El país está crispado y hay poca disposición a conversar, dialogar y debatir. Irónicamente, mientras más pide la gente una nueva constitución, menos dispuestos están a sentarse a una mesa para ponerse de acuerdo con aquellos que piensan diferente. En este ambiente de polarización y confrontación, el discurso de Abraham Lincoln 163 años atrás debiera ser una advertencia para todos aquellos que quieren un país donde quepamos todos y no sobre nadie.

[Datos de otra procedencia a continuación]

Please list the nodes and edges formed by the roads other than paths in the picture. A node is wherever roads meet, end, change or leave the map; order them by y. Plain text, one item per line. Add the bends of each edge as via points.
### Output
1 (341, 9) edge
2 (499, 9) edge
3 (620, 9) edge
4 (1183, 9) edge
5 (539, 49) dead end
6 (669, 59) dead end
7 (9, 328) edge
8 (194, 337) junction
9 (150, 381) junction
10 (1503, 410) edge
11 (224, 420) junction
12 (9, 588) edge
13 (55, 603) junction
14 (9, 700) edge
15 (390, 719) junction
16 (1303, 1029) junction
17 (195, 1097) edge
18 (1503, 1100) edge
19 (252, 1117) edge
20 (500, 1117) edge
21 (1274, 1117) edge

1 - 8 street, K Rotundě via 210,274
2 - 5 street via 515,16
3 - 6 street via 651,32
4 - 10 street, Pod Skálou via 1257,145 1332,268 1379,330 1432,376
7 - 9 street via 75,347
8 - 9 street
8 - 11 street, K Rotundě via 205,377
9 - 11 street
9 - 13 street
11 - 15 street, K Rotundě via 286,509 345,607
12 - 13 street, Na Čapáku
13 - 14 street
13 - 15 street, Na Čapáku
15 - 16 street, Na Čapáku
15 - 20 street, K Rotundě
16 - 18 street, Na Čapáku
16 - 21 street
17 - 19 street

La agresividad que reina en el ambiente en Chile, y que se evidencia en la violencia verbal y en los ataques entre gobierno y oposición en el momento en que la pandemia golpea con tanta fuerza —pero también cuando la campaña de vacunación permite anticipar que hay una luz al final del túnel— debieran hacernos recordar que una casa dividida contra sí misma no podrá mantenerse en pie. Aunque la pandemia representa una amenaza inmediata y poderosa, la amenaza mayor que enfrenta Chile hoy es convertirse en una casa dividida contra sí misma.